Can Mayor Eric Adams reverse the rot in New York City?

Photos: Naftoli Goldgrab, AP Images
Until a few years ago, Eric Adams was a cop carrying a service revolver. Now that he’s New York’s 110th mayor, he has a secret weapon.
Swagger.
It’s obvious in his frequent, confident smile; it expresses itself in the flamboyant cut of his clothes; and it works its way into speech that’s heavy on colorful aphorisms and wordplay.
“I will never forget that my glory is not my story,” he said shortly after taking office. “I only had a badge as a cop because my mom used a rag and a mop to create a better future for me.”
The bonhomie is very different from the dogmatic tone adopted by his predecessor, Bill de Blasio.
But eight months into his term as mayor, Eric Adams needs all the swagger he can lay his hands on. The city is still recovering from a brutal encounter with Covid that led to a cycle of lockdowns and restrictions. Two years ago, the world was shocked by footage of tony designer stores in Midtown Manhattan boarded up during the George Floyd riots.
New Yorkers are now watching a near-daily dose of videos of people being randomly punched on trains, assaulted in buildings, and shot at on streets. When everyone is a photographer, the recent rise of store robberies in broad daylight and “smash and grabs” along busy streets has led to an overall feeling of lawlessness.
Mayors get judged by whether the garbage gets collected or the streets are plowed, but when crime rates tick up, it crowds out every other concern.
As an ex-cop, Adams was elected to restore a sense of safety to a city buffeted by a violent crime wave. But since coming to office, major crime has jumped by 36 percent compared to last year.

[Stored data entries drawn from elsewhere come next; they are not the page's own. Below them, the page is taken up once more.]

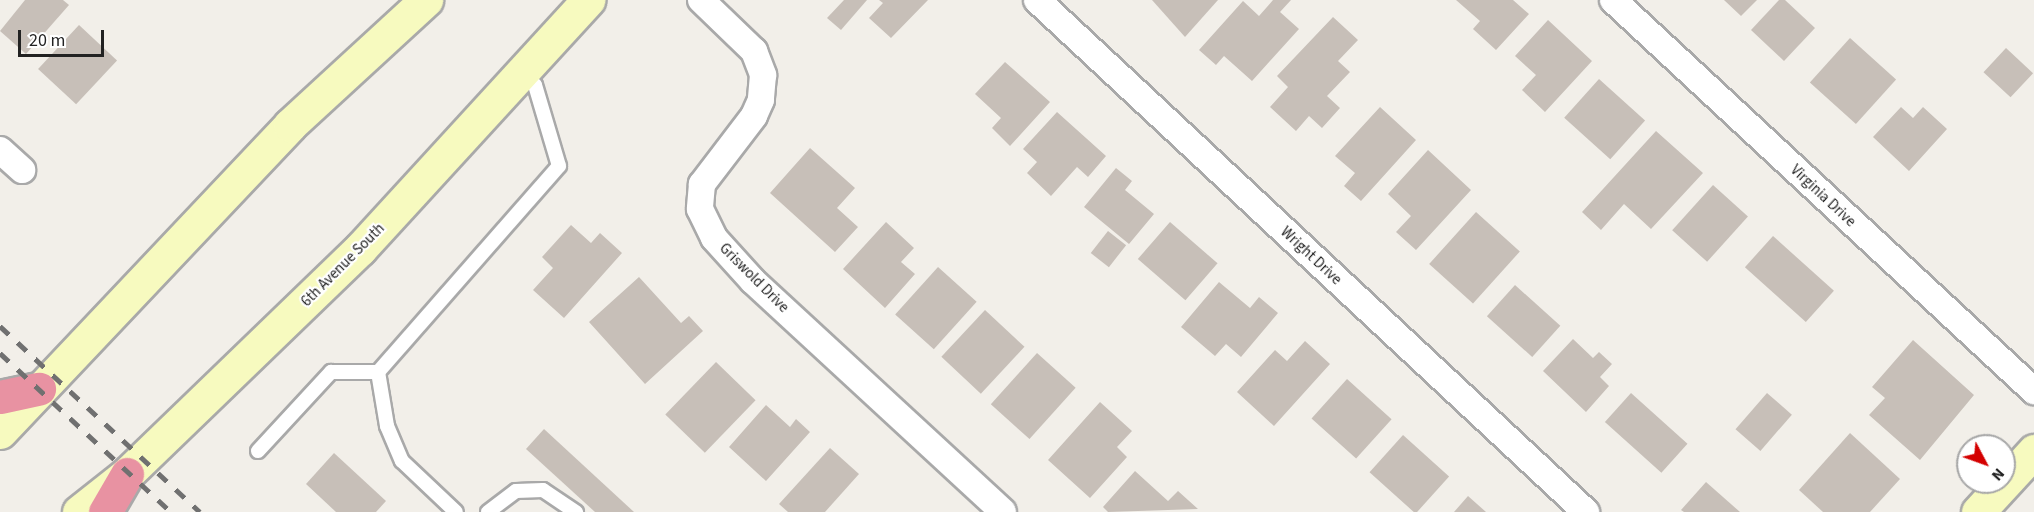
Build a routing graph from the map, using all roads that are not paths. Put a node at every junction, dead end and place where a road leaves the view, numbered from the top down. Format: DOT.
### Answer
graph roads {
  1 [pos="426,0"];
  2 [pos="588,0"];
  3 [pos="701,0"];
  4 [pos="1037,0"];
  5 [pos="1613,0"];
  6 [pos="522,72"];
  7 [pos="0,150"];
  8 [pos="22,170"];
  9 [pos="378,372"];
  10 [pos="39,389"];
  11 [pos="2034,391"];
  12 [pos="0,397"];
  13 [pos="0,432"];
  14 [pos="258,451"];
  15 [pos="2034,451"];
  16 [pos="127,474"];
  17 [pos="79,512"];
  18 [pos="105,512"];
  19 [pos="456,512"];
  20 [pos="488,512"];
  21 [pos="576,512"];
  22 [pos="1003,512"];
  23 [pos="1586,512"];
  24 [pos="1978,512"];
  1 -- 10 [label="street"];
  2 -- 6 [label="street, 6th Avenue South"];
  3 -- 22 [label="street, Griswold Drive"];
  4 -- 23 [label="street, Wright Drive"];
  5 -- 11 [label="street, Virginia Drive"];
  6 -- 9 [label="lane"];
  6 -- 16 [label="street, 6th Avenue South"];
  7 -- 8 [label="street"];
  9 -- 14 [label="lane"];
  9 -- 19 [label="lane"];
  10 -- 12 [label="highway"];
  10 -- 13 [label="street"];
  15 -- 24 [label="street"];
  16 -- 17 [label="street, 6th Avenue South"];
  16 -- 18 [label="highway"];
  20 -- 21 [label="lane"];
}
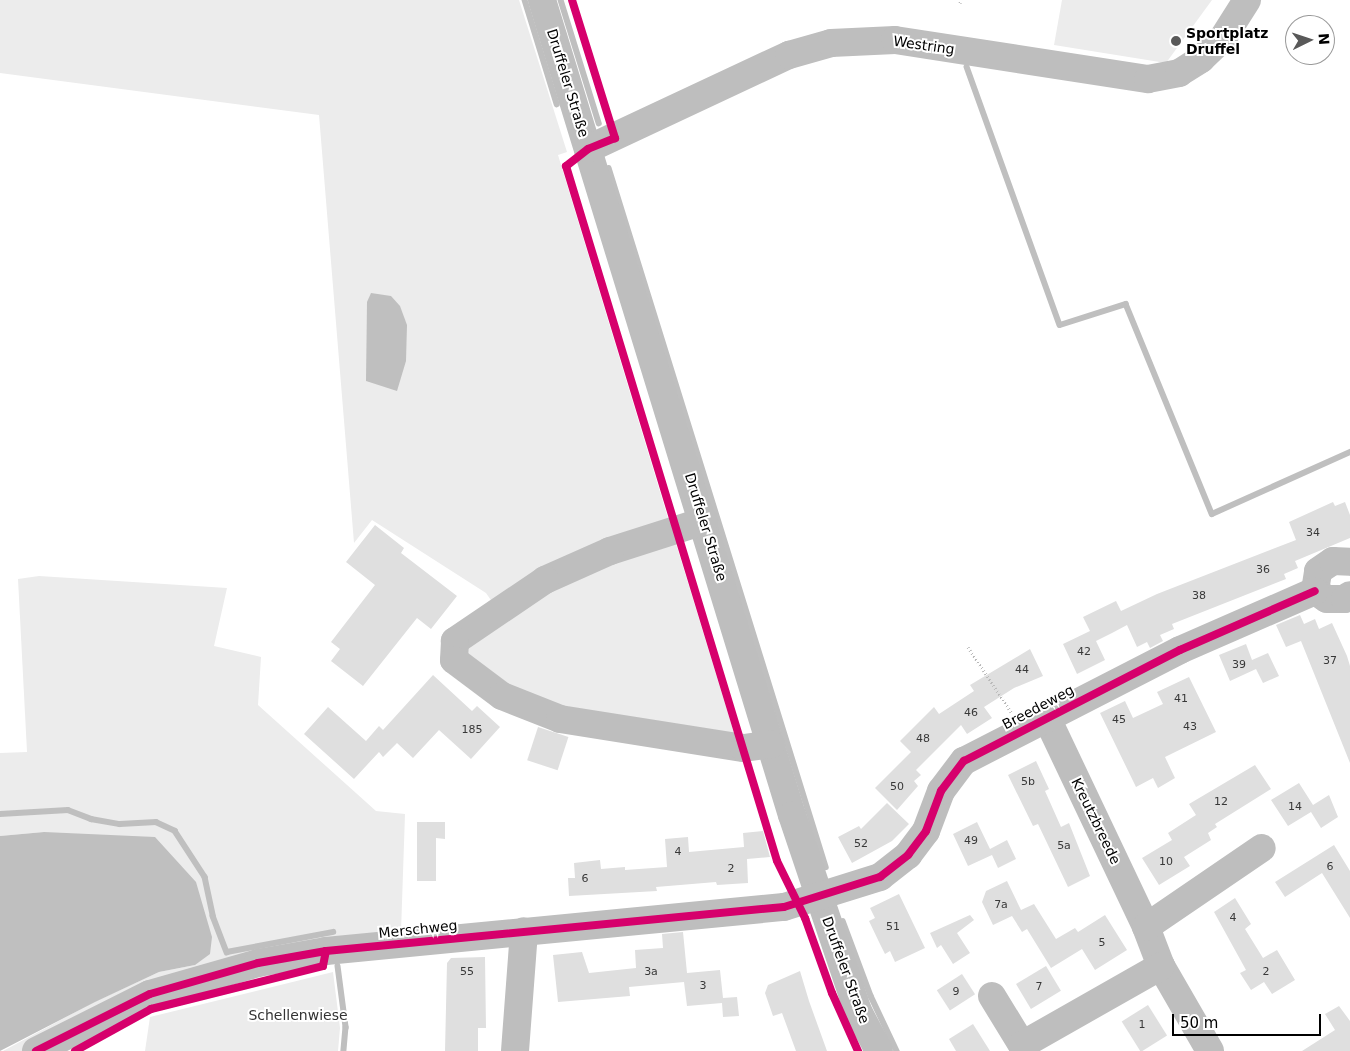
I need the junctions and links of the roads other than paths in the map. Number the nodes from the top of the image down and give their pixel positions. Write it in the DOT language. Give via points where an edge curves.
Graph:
graph roads {
  1 [pos="542,0"];
  2 [pos="1247,0"];
  3 [pos="588,148"];
  4 [pos="704,521"];
  5 [pos="1350,562"];
  6 [pos="1315,591"];
  7 [pos="1348,602"];
  8 [pos="1046,716"];
  9 [pos="772,744"];
  10 [pos="1262,848"];
  11 [pos="820,897"];
  12 [pos="1146,927"];
  13 [pos="524,931"];
  14 [pos="1161,966"];
  15 [pos="992,996"];
  16 [pos="36,1051"];
  17 [pos="515,1051"];
  18 [pos="879,1051"];
  19 [pos="1210,1051"];
  1 -- 3 [label="street, Druffeler Straße"];
  2 -- 3 [label="street, Westring" via="1223,38 1201,59 1179,73 1139,78 895,40 831,43 789,55"];
  3 -- 4 [label="street, Druffeler Straße"];
  4 -- 9 [label="street, Druffeler Straße"];
  4 -- 9 [label="street" via="610,551 545,580 455,641 454,660 502,696 560,719 744,748"];
  5 -- 6 [label="street" via="1334,561 1318,571"];
  6 -- 7 [label="street" via="1327,599"];
  6 -- 8 [label="street, Breedeweg" via="1180,650"];
  8 -- 11 [label="street, Breedeweg" via="964,761 941,791 926,831 908,855 880,877"];
  8 -- 12 [label="street, Kreutzbreede"];
  9 -- 11 [label="street, Druffeler Straße"];
  10 -- 12 [label="street"];
  11 -- 13 [label="street, Merschweg" via="784,907"];
  11 -- 18 [label="street, Druffeler Straße" via="858,1010"];
  12 -- 14 [label="street, Kreutzbreede"];
  13 -- 16 [label="street, Merschweg" via="326,951 258,963 150,994"];
  13 -- 17 [label="street"];
  14 -- 15 [label="street" via="1022,1045"];
  14 -- 19 [label="street, Kreutzbreede"];
}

That grim number is making itself felt in polling across the city. A Siena poll taken before the start of summer found that 76 percent of New Yorkers are anxious they will be the victim of a crime while out and about in the city. A 56 percent majority says the Big Apple is headed in the wrong direction.
As for appraisals of the mayor himself, the results are mixed. His job approval rating is below 30 percent, with 64 percent considering his performance fair or poor.
As he sips water from a glass emblazoned with the city seal, Eric Adams seems unworried by these perceptions. He thinks New York’s human capital will see it through the latest downturn, and the city will bounce back.
“I believe,” he says, “that in order to solve a problem, you have to see yourself through a problem, and not believe that where you are is who you are. Sometimes people are pessimistic with my optimistic view of where we’re going.”
Wordplay — sometimes glib-sounding — is part of what makes Adams tick, but there’s an impression that the mayor sometimes uses his verbal dexterity to duck and weave to avoid tough questions.
Eric Adams disagrees. “When a mayor has swagger,” he said days after taking office, “the city has swagger.”